┌──

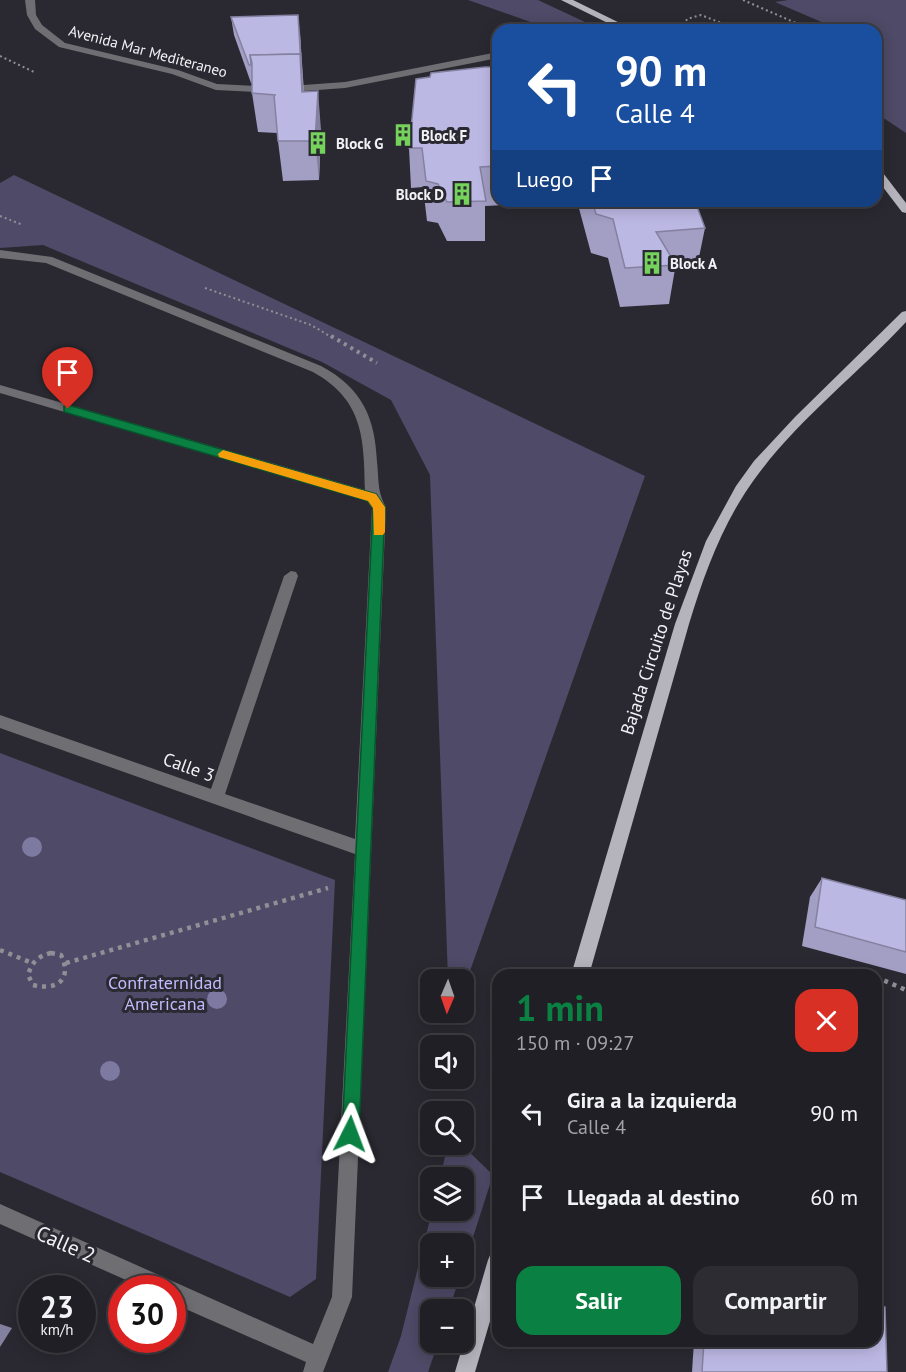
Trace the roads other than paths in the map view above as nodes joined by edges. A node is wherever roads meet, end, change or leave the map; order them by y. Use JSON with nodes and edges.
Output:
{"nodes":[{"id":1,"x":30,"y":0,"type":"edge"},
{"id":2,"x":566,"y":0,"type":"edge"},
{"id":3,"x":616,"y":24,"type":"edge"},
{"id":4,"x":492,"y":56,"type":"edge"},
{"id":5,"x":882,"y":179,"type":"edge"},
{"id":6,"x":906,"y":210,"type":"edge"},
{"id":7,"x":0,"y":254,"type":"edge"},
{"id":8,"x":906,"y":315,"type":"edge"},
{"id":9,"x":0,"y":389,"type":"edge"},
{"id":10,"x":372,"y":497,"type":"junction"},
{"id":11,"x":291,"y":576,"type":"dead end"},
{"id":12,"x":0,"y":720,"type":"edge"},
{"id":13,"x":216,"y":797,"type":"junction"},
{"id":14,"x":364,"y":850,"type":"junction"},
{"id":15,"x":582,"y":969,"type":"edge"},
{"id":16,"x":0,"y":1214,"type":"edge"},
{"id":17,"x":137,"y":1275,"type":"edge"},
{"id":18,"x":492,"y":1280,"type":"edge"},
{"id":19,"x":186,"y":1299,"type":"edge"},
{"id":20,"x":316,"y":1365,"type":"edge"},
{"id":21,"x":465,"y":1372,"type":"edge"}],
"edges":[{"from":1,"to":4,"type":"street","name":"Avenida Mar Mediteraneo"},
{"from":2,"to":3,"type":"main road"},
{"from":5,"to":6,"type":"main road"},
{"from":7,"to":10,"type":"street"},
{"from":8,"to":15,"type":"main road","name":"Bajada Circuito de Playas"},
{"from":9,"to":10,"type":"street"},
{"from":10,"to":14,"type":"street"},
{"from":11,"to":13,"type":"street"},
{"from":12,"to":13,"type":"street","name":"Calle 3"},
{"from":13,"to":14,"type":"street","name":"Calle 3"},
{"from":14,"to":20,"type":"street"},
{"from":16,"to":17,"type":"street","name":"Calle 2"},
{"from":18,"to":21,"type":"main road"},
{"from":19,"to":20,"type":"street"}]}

└──
┌──

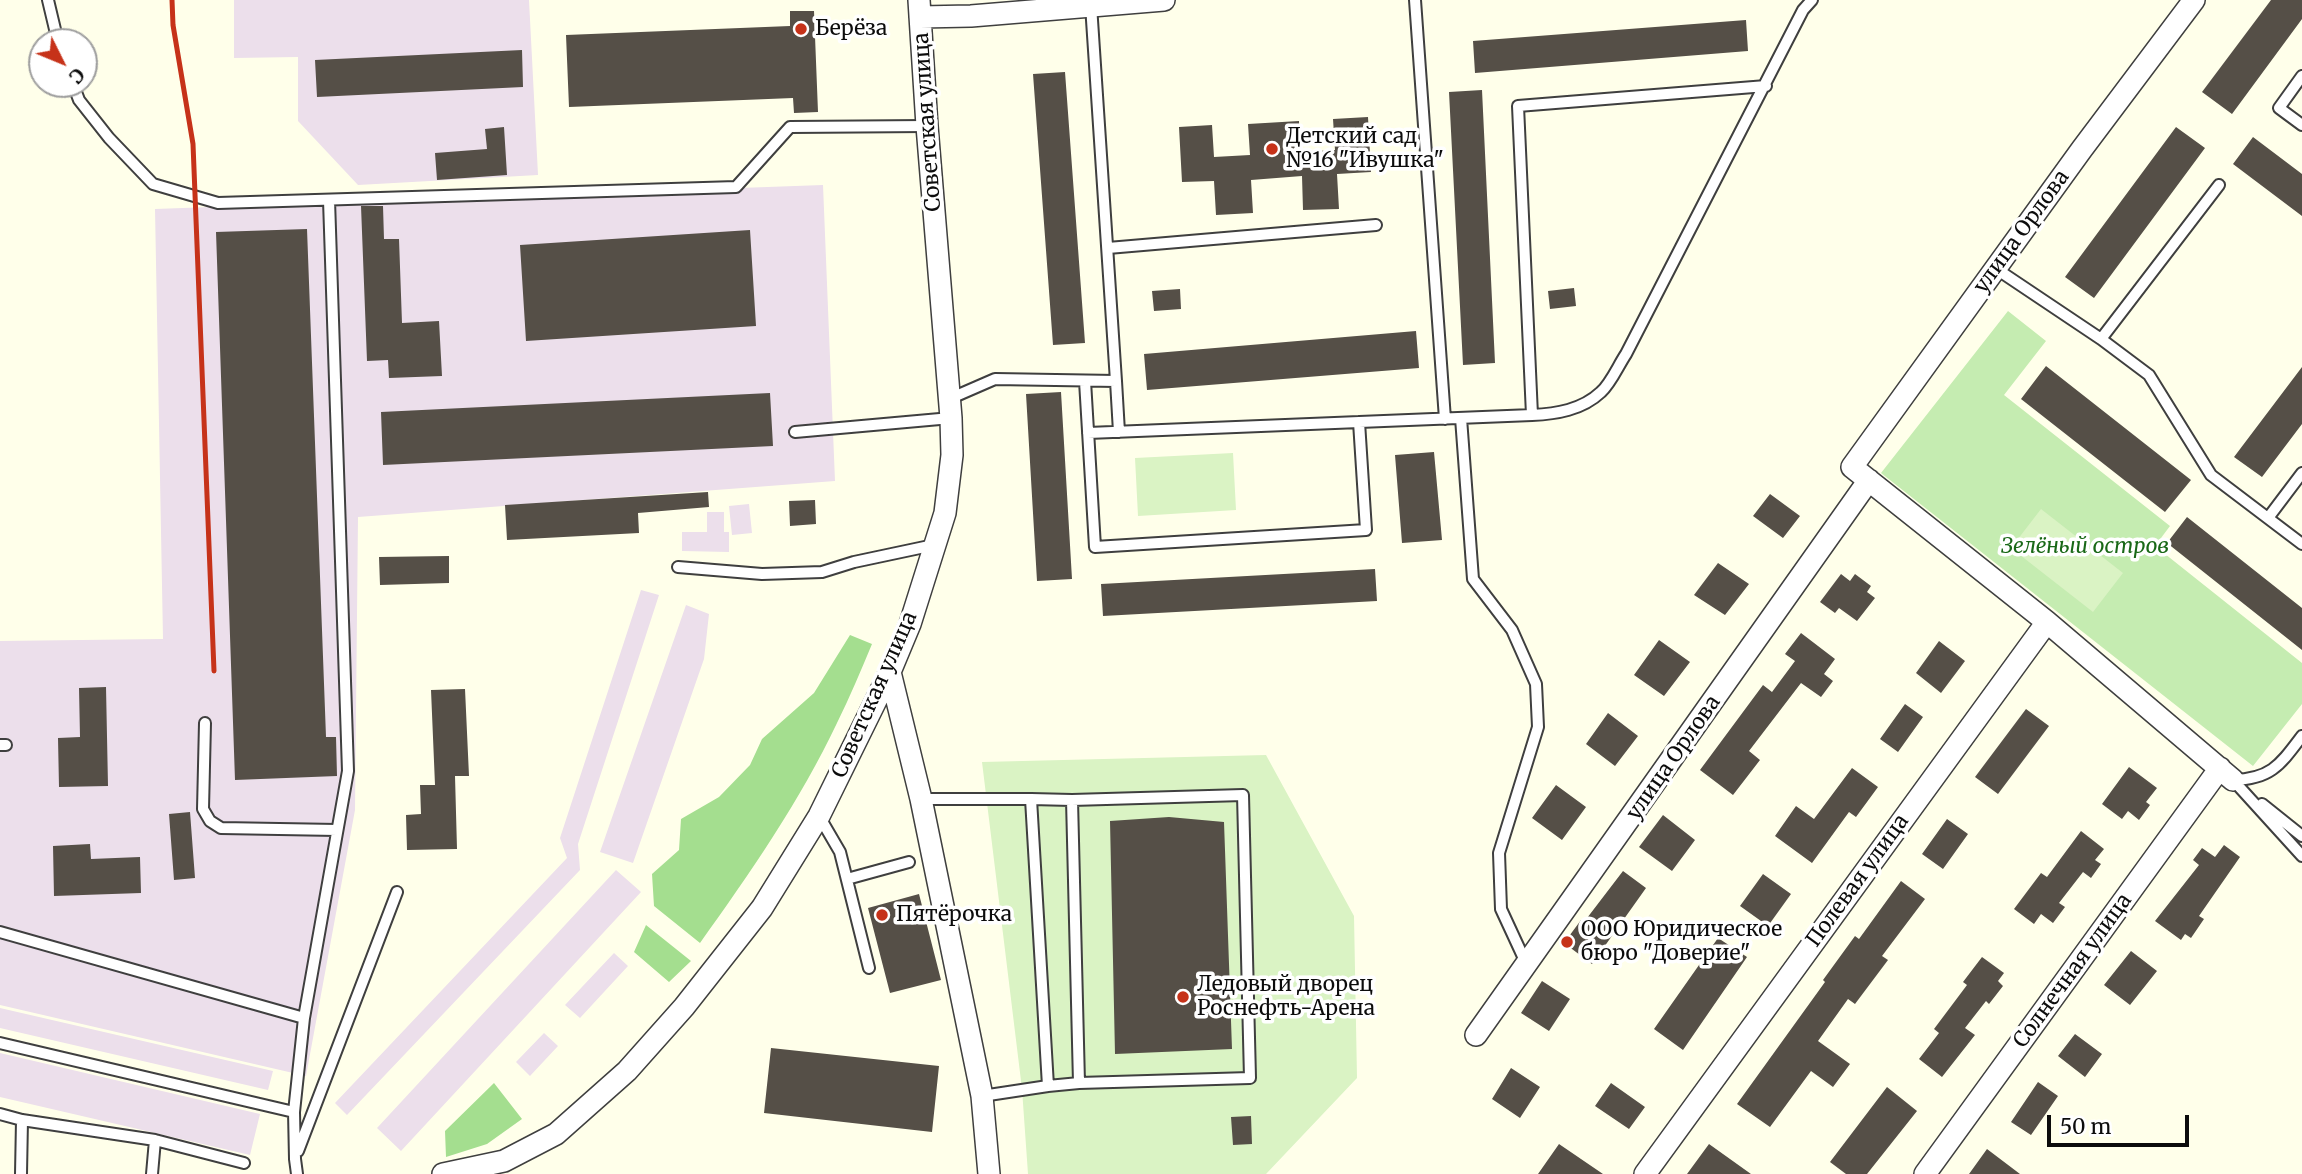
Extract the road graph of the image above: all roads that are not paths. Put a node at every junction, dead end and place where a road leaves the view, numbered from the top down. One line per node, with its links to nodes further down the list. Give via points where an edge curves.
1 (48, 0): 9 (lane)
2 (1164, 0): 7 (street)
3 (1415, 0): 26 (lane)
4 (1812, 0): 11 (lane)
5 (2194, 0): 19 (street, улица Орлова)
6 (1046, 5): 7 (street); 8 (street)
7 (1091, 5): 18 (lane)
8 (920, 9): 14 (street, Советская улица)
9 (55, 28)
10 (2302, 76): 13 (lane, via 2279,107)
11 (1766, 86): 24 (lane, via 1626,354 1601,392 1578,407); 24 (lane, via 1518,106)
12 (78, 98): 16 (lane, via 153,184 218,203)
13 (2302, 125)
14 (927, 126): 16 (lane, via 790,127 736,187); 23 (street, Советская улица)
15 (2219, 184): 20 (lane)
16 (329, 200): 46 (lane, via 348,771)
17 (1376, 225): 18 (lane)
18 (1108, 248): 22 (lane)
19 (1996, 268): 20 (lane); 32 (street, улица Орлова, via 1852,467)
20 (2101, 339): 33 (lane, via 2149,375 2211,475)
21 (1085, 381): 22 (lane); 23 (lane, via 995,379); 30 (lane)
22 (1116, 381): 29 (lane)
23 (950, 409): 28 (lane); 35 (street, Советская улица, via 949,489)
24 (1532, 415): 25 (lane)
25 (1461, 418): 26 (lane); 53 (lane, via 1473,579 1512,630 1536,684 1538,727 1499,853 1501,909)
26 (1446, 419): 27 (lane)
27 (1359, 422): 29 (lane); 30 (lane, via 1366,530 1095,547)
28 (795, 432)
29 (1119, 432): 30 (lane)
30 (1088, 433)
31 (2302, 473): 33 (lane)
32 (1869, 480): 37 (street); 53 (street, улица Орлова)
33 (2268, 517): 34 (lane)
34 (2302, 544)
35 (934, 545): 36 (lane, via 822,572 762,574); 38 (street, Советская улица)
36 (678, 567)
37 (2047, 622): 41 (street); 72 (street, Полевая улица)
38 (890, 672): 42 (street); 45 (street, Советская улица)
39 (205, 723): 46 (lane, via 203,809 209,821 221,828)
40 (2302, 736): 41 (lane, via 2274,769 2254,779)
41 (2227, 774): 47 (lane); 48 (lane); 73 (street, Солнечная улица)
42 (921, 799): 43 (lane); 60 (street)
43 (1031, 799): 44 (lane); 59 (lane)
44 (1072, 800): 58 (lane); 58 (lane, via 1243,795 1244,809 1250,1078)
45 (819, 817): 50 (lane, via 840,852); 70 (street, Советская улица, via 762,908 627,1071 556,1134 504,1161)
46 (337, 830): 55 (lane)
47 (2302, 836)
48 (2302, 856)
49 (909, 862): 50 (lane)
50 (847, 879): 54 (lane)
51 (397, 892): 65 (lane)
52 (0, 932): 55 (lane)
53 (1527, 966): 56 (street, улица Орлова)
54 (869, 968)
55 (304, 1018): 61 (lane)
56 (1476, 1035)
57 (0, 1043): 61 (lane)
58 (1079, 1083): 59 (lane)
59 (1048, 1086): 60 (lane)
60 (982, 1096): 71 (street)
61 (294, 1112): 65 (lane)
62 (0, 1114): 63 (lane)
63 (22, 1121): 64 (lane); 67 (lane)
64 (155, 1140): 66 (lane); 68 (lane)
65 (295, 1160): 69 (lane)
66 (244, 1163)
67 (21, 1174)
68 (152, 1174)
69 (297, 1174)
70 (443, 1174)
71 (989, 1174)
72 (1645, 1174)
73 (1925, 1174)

└──
┌──

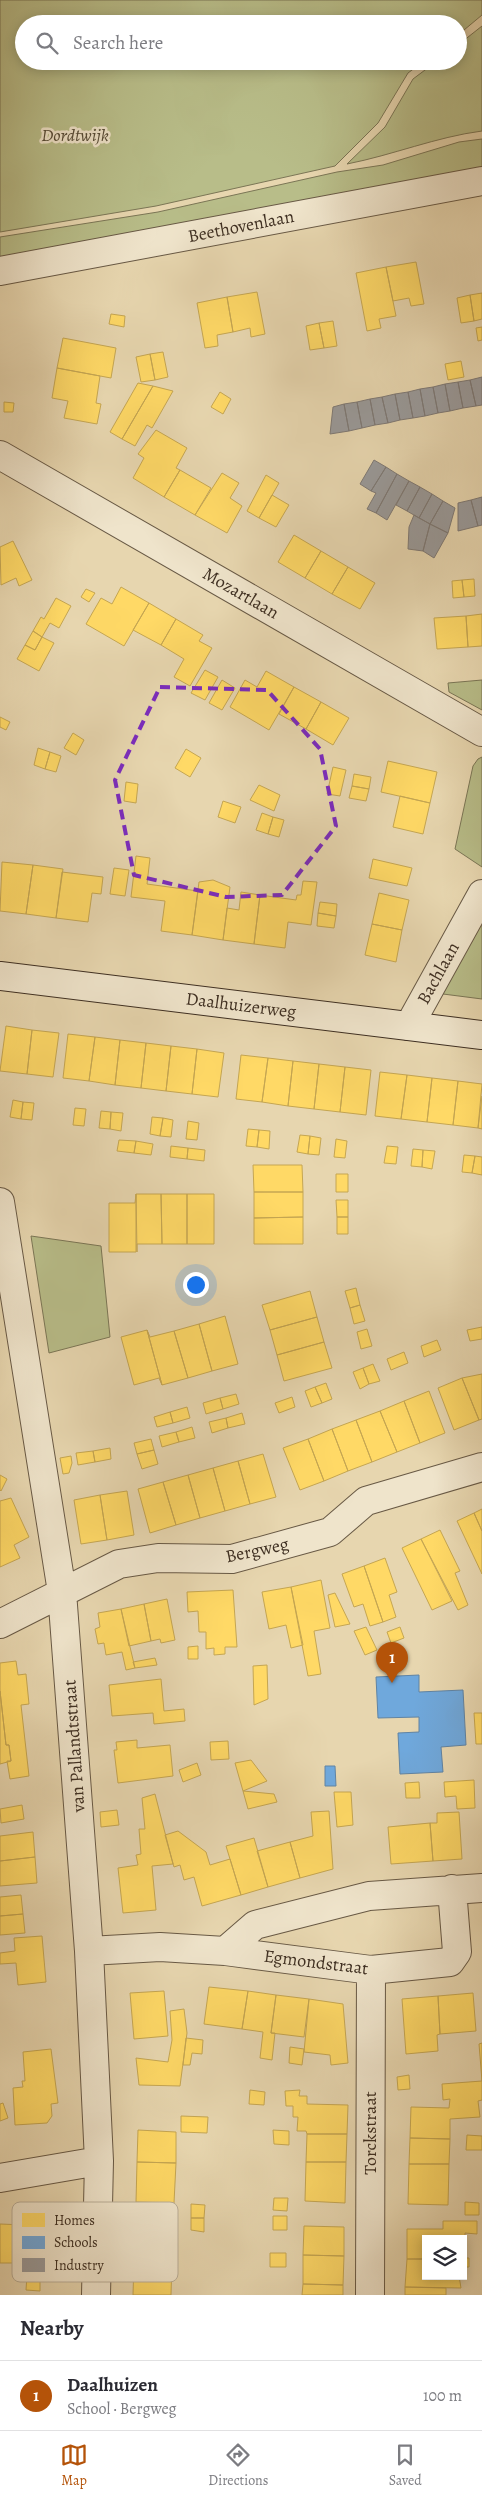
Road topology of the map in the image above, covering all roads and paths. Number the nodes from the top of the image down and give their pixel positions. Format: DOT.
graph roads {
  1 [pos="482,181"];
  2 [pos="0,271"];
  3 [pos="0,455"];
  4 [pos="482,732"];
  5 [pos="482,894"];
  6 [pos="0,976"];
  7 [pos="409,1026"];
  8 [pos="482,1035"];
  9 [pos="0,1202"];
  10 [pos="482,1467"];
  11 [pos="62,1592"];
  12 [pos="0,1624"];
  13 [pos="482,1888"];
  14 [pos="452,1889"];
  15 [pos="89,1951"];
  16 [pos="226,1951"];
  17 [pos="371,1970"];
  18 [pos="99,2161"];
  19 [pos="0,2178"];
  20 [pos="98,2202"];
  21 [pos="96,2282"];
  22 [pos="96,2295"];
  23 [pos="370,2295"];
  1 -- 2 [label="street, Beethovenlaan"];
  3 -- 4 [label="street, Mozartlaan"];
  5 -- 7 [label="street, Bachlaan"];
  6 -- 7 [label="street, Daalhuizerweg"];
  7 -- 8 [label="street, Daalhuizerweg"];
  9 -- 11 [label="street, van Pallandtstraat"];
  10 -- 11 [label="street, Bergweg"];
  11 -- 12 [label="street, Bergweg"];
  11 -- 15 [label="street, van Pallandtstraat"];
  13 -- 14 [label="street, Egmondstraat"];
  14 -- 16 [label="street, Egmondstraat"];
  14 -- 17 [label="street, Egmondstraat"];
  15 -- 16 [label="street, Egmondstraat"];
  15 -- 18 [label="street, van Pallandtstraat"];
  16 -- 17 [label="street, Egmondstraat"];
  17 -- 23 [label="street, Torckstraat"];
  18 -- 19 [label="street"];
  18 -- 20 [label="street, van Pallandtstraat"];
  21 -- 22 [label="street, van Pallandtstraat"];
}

└──

- _Exercise prompt_
If a line above contains the word "down", list it.

- _Output of the exercise_
Extract the road graph of the image above: all roads that are not paths. Put a node at every junction, dead end and place where a road leaves the view, numbered from the top down. One line per node, with its links to nodes further down the list. Give via points where an edge curves.
Road topology of the map in the image above, covering all roads and paths. Number the nodes from the top of the image down and give their pixel positions. Format: DOT.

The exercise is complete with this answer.